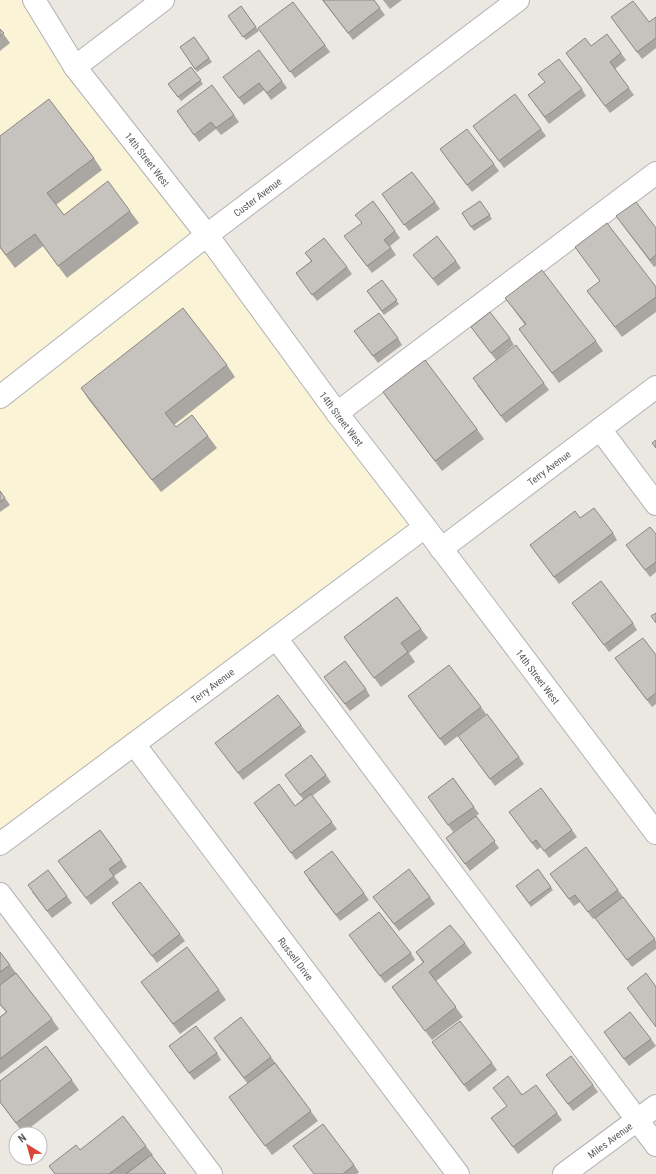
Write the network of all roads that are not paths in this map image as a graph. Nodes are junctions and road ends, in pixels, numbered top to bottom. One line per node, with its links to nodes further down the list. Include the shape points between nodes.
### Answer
1 (34, 0): 4 (street, 14th Street West)
2 (163, 0): 4 (street)
3 (518, 0): 6 (street, Custer Avenue)
4 (76, 67): 6 (street, 14th Street West)
5 (656, 173): 9 (street)
6 (207, 235): 8 (street, Custer Avenue); 9 (street, 14th Street West)
7 (656, 387): 10 (street, Terry Avenue)
8 (0, 397)
9 (337, 413): 12 (street, 14th Street West)
10 (600, 429): 11 (street); 13 (street, Terry Avenue)
11 (656, 504)
12 (425, 526): 13 (street, 14th Street West); 14 (street, Terry Avenue)
13 (441, 549): 16 (street, 14th Street West)
14 (276, 638): 15 (street, Terry Avenue); 20 (street)
15 (134, 744): 17 (street, Terry Avenue); 23 (street, Russell Drive)
16 (656, 833)
17 (0, 844)
18 (0, 894): 22 (street)
19 (656, 1106): 20 (street, Miles Avenue)
20 (637, 1120): 21 (street); 24 (street, Miles Avenue)
21 (656, 1145)
22 (211, 1174)
23 (458, 1174)
24 (564, 1174)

------------------------------

Wherever a picture appears, omit it; copy the rest of the data exactly.

Write the network of all roads that are not paths in this map image as a graph. Nodes are junctions and road ends, in pixels, numbered top to bottom. One line per node, with its links to nodes further down the list. Include the shape points between nodes.
### Answer
1 (34, 0): 4 (street, 14th Street West)
2 (163, 0): 4 (street)
3 (518, 0): 6 (street, Custer Avenue)
4 (76, 67): 6 (street, 14th Street West)
5 (656, 173): 9 (street)
6 (207, 235): 8 (street, Custer Avenue); 9 (street, 14th Street West)
7 (656, 387): 10 (street, Terry Avenue)
8 (0, 397)
9 (337, 413): 12 (street, 14th Street West)
10 (600, 429): 11 (street); 13 (street, Terry Avenue)
11 (656, 504)
12 (425, 526): 13 (street, 14th Street West); 14 (street, Terry Avenue)
13 (441, 549): 16 (street, 14th Street West)
14 (276, 638): 15 (street, Terry Avenue); 20 (street)
15 (134, 744): 17 (street, Terry Avenue); 23 (street, Russell Drive)
16 (656, 833)
17 (0, 844)
18 (0, 894): 22 (street)
19 (656, 1106): 20 (street, Miles Avenue)
20 (637, 1120): 21 (street); 24 (street, Miles Avenue)
21 (656, 1145)
22 (211, 1174)
23 (458, 1174)
24 (564, 1174)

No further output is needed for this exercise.